“Life is like a box of chocolates. You never know what you’re gonna get.” This famous line, just one of Forrest Gump's many insightful witticisms, is a telling ideology of life—sports in particular.
As I sat down to fill out my NCAA bracket, I tried to keep this mantra in mind, despite my knack for always being right. However, even the most brilliant minds are susceptible to error, considering the magnitude of upsets such as Chaminade’s dismantling of top-ranked Virginia in 1982 and George Mason's "Cinderella" Final Four run in 2006.
Unfortunately, the Wake Forest Demon Deacons, my projected Final Four team from the Midwest Region, gave me some pretty bad chocolate. They laid a gargantuan Cadbury Crème Egg (which are actually pretty good) against the underdog Cleveland State Vikings, 84-69.
Is this some sort of sick joke? How was my bracket catapulted to complete destruction on the first weekend of the tournament? I can’t help becoming infuriated with the Demon Deacons. I felt pretty good about their Final Four prospects.
First, Wake Forest played in the ACC, which is arguably the best conference in the nation—sending six teams to the Big Dance. Second, with wins over Indiana, North Carolina, Duke, and Maryland this season, they must have been doing something right. Additionally, I like sophomore guard Jeff Teague. He’s been the go-to-guy for the Demon Deacon offense, and NBA scouts have shown increased interest in him.
Do I now seem at least a little bit justified in my Final Four pick of Wake Forest or was I unaware of the juggernaut that is Cleveland State? Granted, the Vikings did upset Bob Knight and Indiana in the first round of the 1986 NCAA Tournament, but that was 23 years ago.
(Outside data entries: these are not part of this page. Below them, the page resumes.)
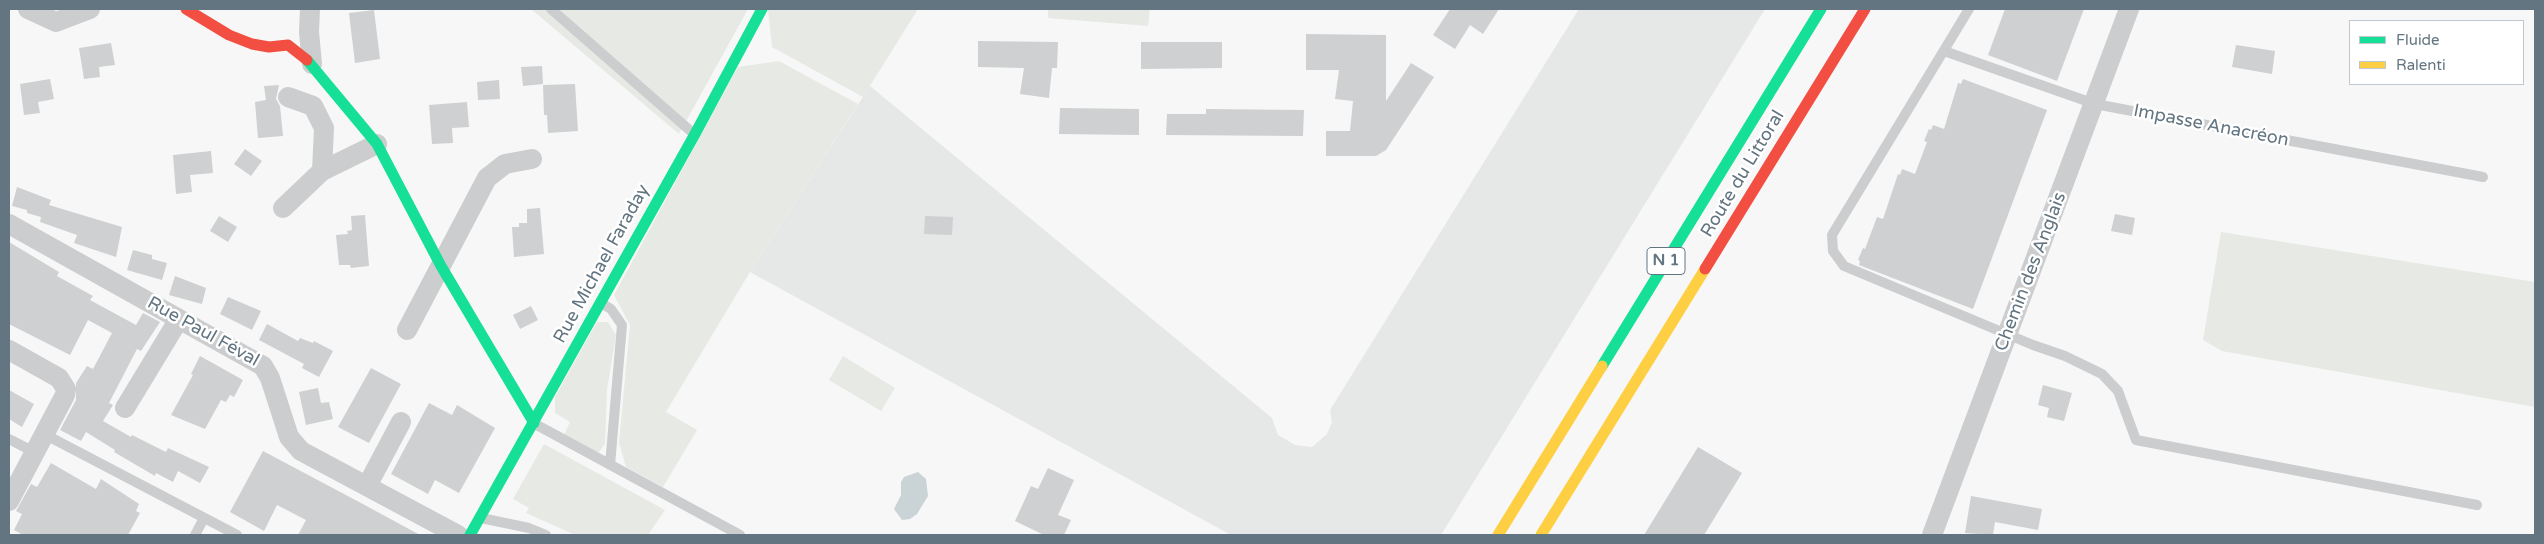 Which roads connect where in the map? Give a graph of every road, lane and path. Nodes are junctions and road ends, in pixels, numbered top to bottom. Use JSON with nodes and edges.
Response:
{"nodes":[{"id":1,"x":28,"y":9,"type":"edge"},
{"id":2,"x":90,"y":9,"type":"edge"},
{"id":3,"x":186,"y":9,"type":"edge"},
{"id":4,"x":310,"y":9,"type":"edge"},
{"id":5,"x":551,"y":9,"type":"edge"},
{"id":6,"x":762,"y":9,"type":"edge"},
{"id":7,"x":1821,"y":9,"type":"edge"},
{"id":8,"x":1865,"y":9,"type":"edge"},
{"id":9,"x":1968,"y":9,"type":"edge"},
{"id":10,"x":2129,"y":9,"type":"edge"},
{"id":11,"x":1944,"y":52,"type":"junction"},
{"id":12,"x":312,"y":64,"type":"junction"},
{"id":13,"x":288,"y":97,"type":"dead end"},
{"id":14,"x":2095,"y":104,"type":"junction"},
{"id":15,"x":695,"y":134,"type":"junction"},
{"id":16,"x":377,"y":144,"type":"junction"},
{"id":17,"x":532,"y":159,"type":"dead end"},
{"id":18,"x":322,"y":171,"type":"junction"},
{"id":19,"x":2483,"y":177,"type":"dead end"},
{"id":20,"x":283,"y":208,"type":"dead end"},
{"id":21,"x":9,"y":224,"type":"edge"},
{"id":22,"x":441,"y":266,"type":"junction"},
{"id":23,"x":601,"y":303,"type":"junction"},
{"id":24,"x":179,"y":318,"type":"junction"},
{"id":25,"x":407,"y":330,"type":"dead end"},
{"id":26,"x":2008,"y":334,"type":"junction"},
{"id":27,"x":9,"y":350,"type":"edge"},
{"id":28,"x":125,"y":408,"type":"dead end"},
{"id":29,"x":401,"y":422,"type":"dead end"},
{"id":30,"x":534,"y":423,"type":"junction"},
{"id":31,"x":44,"y":434,"type":"junction"},
{"id":32,"x":9,"y":439,"type":"edge"},
{"id":33,"x":34,"y":452,"type":"junction"},
{"id":34,"x":610,"y":465,"type":"junction"},
{"id":35,"x":367,"y":486,"type":"junction"},
{"id":36,"x":9,"y":501,"type":"edge"},
{"id":37,"x":2477,"y":505,"type":"dead end"},
{"id":38,"x":204,"y":518,"type":"junction"},
{"id":39,"x":480,"y":518,"type":"junction"},
{"id":40,"x":195,"y":535,"type":"edge"},
{"id":41,"x":237,"y":535,"type":"edge"},
{"id":42,"x":458,"y":535,"type":"edge"},
{"id":43,"x":470,"y":535,"type":"edge"},
{"id":44,"x":546,"y":535,"type":"edge"},
{"id":45,"x":740,"y":535,"type":"edge"},
{"id":46,"x":1496,"y":535,"type":"edge"},
{"id":47,"x":1541,"y":535,"type":"edge"},
{"id":48,"x":1932,"y":535,"type":"edge"}],
"edges":[{"from":1,"to":2,"type":"street"},
{"from":3,"to":12,"type":"main road"},
{"from":4,"to":12,"type":"street"},
{"from":5,"to":15,"type":"lane"},
{"from":6,"to":15,"type":"main road","name":"Rue Michael Faraday"},
{"from":7,"to":46,"type":"main road","name":"Route du Littoral","number":"N 1"},
{"from":8,"to":47,"type":"main road","name":"Route du Littoral","number":"N 1"},
{"from":9,"to":11,"type":"lane"},
{"from":10,"to":14,"type":"street","name":"Chemin des Anglais"},
{"from":11,"to":14,"type":"lane","name":"Impasse Anacréon"},
{"from":11,"to":26,"type":"lane"},
{"from":12,"to":16,"type":"main road"},
{"from":13,"to":18,"type":"street"},
{"from":14,"to":19,"type":"lane","name":"Impasse Anacréon"},
{"from":14,"to":26,"type":"street","name":"Chemin des Anglais"},
{"from":15,"to":23,"type":"main road","name":"Rue Michael Faraday"},
{"from":16,"to":18,"type":"street"},
{"from":16,"to":22,"type":"main road"},
{"from":17,"to":22,"type":"street"},
{"from":18,"to":20,"type":"street"},
{"from":21,"to":24,"type":"street","name":"Rue Paul Féval"},
{"from":22,"to":25,"type":"street"},
{"from":22,"to":30,"type":"main road"},
{"from":23,"to":30,"type":"main road","name":"Rue Michael Faraday"},
{"from":23,"to":34,"type":"lane"},
{"from":24,"to":28,"type":"street"},
{"from":24,"to":35,"type":"street","name":"Rue Paul Féval"},
{"from":26,"to":37,"type":"lane"},
{"from":26,"to":48,"type":"street","name":"Chemin des Anglais"},
{"from":27,"to":31,"type":"street"},
{"from":29,"to":35,"type":"street"},
{"from":30,"to":34,"type":"lane"},
{"from":30,"to":39,"type":"main road","name":"Rue Michael Faraday"},
{"from":31,"to":33,"type":"street"},
{"from":31,"to":38,"type":"lane"},
{"from":32,"to":33,"type":"lane"},
{"from":33,"to":36,"type":"street"},
{"from":34,"to":45,"type":"lane"},
{"from":35,"to":42,"type":"street","name":"Rue Paul Féval"},
{"from":38,"to":40,"type":"lane"},
{"from":38,"to":41,"type":"lane"},
{"from":39,"to":43,"type":"main road","name":"Rue Michael Faraday"},
{"from":39,"to":44,"type":"lane"}]}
But how, in the spectrum of reality, could the Demon Deacons lose to a basketball team from Cleveland that doesn’t have LeBron James? Furthermore, how did the score become so lopsided? Am I missing something here? Since when is the Horizon League a juggernaut conference? Oh wait, it’s not!
While Cleveland State did upset the Syracuse Orange at the Carrier Dome earlier this season, it does not make them the greatest team ever assembled. I think when Arizona, the ugly stepchild of the NCAA Tournament who supposedly did not deserve a shot at the national championship, easily defeated the Vikings—there’s a gut-wrencher for the Arizona “haters”.
The Demon Deacons are entirely to blame for ruining my bracket, and have alienated me from picking them again in the future. I blame Wake Forest, because I have exhausted all other possibilities except for the chance that I could have possibly been wrong—which, I can assure you, never happens.
In the end, I offer my congratulations to Coach Gary Waters and the Cleveland State Vikings. Although I am still fuming and somewhat bitter about the crippling blow the Vikings dealt to my bracket, I know that it is not the fault of Cleveland State. The blame lies entirely with the inadequacies and deception of a once-proud basketball institution that has produced the NBA likes of Tim Duncan and Chris Paul.
Ultimately, while I'm wallowing in the embarrassing misery of early elimination, I can at least take consolation in conclusion. Even though my perfection has been blemished, it was not of my own doing. I always know what chocolate is coming out of that box, Forrest. As you always say, “Stupid is as stupid does.” I wouldn’t know too much about that, but you can ask Wake Forest.